King of spin
http://books.guardian.co.uk/review/story/0,12084,1055170,00.html
Jay Parini is enthralled by David Greenberg's study of the man behind
Watergate in Nixon's Shadow: The History of an Image
Saturday October 4, 2003
The Guardian
Nixon's Shadow: The History of an Image
by David Greenberg
460pp, WW Norton, £20.95
The age of spin began in earnest when Richard Nixon sat in a
television studio in New York on the evening of September 23, 1952,
explaining to the largest audience ever assembled to hear a political
speech that he was not a crook. It was discovered that the
vice-presidential candidate had at his disposal a substantial slush
fund.

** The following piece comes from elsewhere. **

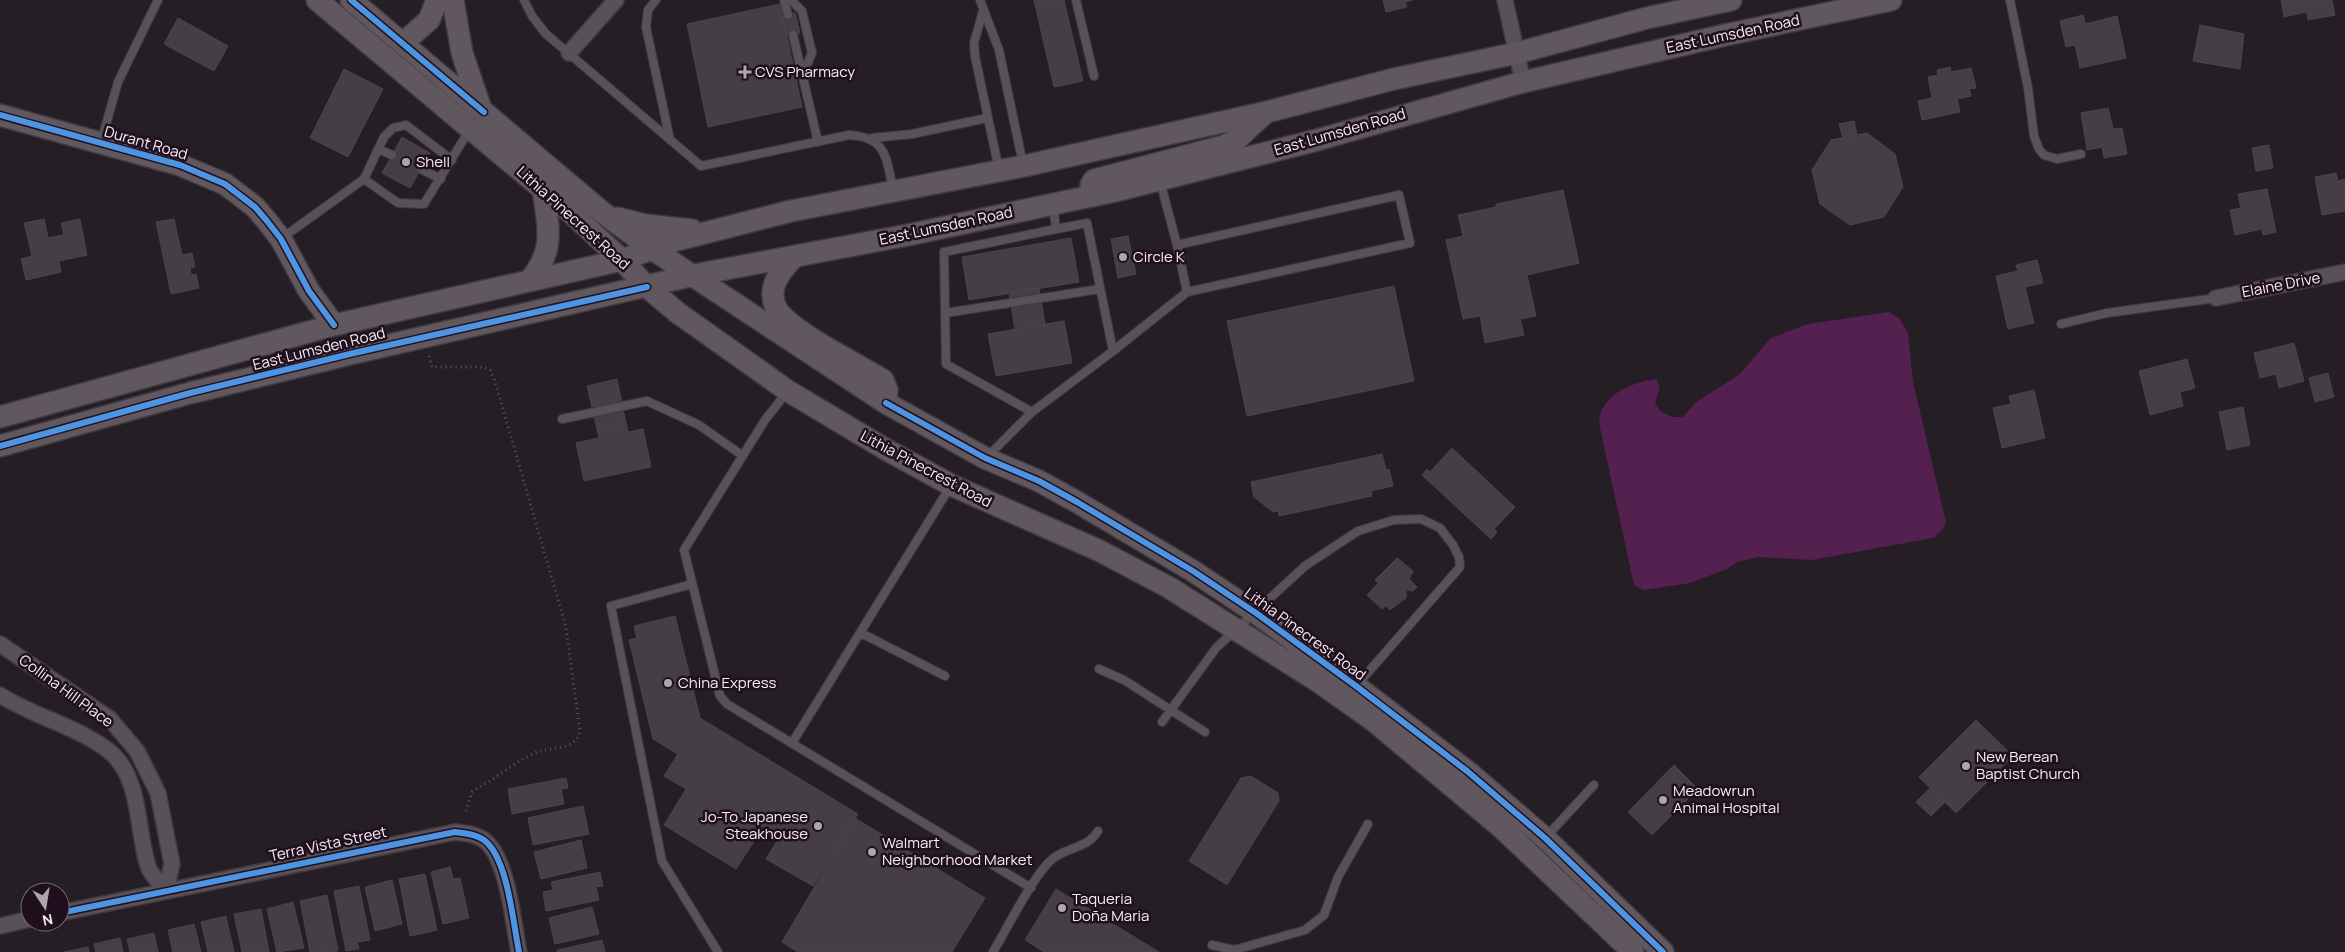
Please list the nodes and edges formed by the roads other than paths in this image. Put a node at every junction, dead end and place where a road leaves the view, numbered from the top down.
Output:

Nixon sniffed coolly and declared with shaking jowls that his
wife, Pat, didn't own a mink coat. "But she does have a respectable
cloth coat," he intoned. "And I always tell her that she'd look good
in anything." He also told his rapt audience that his little daughter,
Tricia, had been given a spaniel called Checkers, and "regardless of
what they say about it, we're gonna keep it".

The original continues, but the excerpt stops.